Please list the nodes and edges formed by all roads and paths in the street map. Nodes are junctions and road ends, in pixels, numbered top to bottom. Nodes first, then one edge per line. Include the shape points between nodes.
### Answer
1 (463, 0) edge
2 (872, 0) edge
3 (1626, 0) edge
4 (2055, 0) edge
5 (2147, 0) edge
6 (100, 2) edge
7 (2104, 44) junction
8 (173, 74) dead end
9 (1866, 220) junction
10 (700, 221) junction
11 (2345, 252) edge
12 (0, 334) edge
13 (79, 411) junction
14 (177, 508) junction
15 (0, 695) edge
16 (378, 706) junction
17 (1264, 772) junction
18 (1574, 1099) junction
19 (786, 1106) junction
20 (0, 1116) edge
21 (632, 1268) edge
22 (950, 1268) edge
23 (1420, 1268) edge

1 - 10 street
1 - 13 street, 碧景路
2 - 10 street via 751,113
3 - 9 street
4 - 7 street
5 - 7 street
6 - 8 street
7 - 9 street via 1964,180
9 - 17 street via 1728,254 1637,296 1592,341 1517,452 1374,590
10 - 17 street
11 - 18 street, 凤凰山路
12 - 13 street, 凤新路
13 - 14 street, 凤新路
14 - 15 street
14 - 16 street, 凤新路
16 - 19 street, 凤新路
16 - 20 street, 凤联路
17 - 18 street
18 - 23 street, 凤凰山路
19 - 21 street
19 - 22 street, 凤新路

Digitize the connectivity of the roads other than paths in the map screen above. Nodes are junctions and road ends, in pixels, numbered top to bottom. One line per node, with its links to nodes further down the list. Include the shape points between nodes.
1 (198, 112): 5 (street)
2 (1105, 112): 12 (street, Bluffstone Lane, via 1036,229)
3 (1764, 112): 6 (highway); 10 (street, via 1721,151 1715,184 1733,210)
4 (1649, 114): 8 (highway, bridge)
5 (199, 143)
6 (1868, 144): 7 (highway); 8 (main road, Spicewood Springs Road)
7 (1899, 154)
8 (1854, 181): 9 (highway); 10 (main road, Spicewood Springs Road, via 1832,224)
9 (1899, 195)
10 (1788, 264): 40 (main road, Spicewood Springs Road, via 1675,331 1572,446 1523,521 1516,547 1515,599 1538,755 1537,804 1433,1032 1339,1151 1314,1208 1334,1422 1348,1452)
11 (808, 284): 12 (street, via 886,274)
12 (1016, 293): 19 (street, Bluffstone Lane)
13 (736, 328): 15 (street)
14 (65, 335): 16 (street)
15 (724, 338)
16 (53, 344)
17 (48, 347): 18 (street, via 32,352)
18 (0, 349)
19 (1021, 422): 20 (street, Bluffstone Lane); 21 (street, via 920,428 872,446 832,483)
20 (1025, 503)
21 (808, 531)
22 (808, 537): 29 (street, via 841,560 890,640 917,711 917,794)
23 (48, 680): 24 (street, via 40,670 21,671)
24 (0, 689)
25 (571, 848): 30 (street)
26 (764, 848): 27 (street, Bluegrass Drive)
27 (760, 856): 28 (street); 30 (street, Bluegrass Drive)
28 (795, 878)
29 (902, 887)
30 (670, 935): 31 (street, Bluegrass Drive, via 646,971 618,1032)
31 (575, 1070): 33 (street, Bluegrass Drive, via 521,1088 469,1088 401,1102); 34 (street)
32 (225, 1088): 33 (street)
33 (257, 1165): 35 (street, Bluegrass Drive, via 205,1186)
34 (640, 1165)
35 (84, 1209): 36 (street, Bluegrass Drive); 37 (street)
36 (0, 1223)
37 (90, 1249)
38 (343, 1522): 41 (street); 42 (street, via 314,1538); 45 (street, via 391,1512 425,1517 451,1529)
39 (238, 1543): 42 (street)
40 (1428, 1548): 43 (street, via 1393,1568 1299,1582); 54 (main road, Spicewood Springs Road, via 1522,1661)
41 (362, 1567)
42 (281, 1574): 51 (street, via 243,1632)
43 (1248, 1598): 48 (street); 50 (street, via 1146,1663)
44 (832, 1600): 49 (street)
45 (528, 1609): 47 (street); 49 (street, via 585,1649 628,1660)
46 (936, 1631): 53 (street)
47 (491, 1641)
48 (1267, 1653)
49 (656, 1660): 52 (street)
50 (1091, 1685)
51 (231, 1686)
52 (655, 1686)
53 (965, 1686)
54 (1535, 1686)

---------------

All lines above holding the word "Drive" make up the answer; copy each one.

*Answer area:*
26 (764, 848): 27 (street, Bluegrass Drive)
27 (760, 856): 28 (street); 30 (street, Bluegrass Drive)
30 (670, 935): 31 (street, Bluegrass Drive, via 646,971 618,1032)
31 (575, 1070): 33 (street, Bluegrass Drive, via 521,1088 469,1088 401,1102); 34 (street)
33 (257, 1165): 35 (street, Bluegrass Drive, via 205,1186)
35 (84, 1209): 36 (street, Bluegrass Drive); 37 (street)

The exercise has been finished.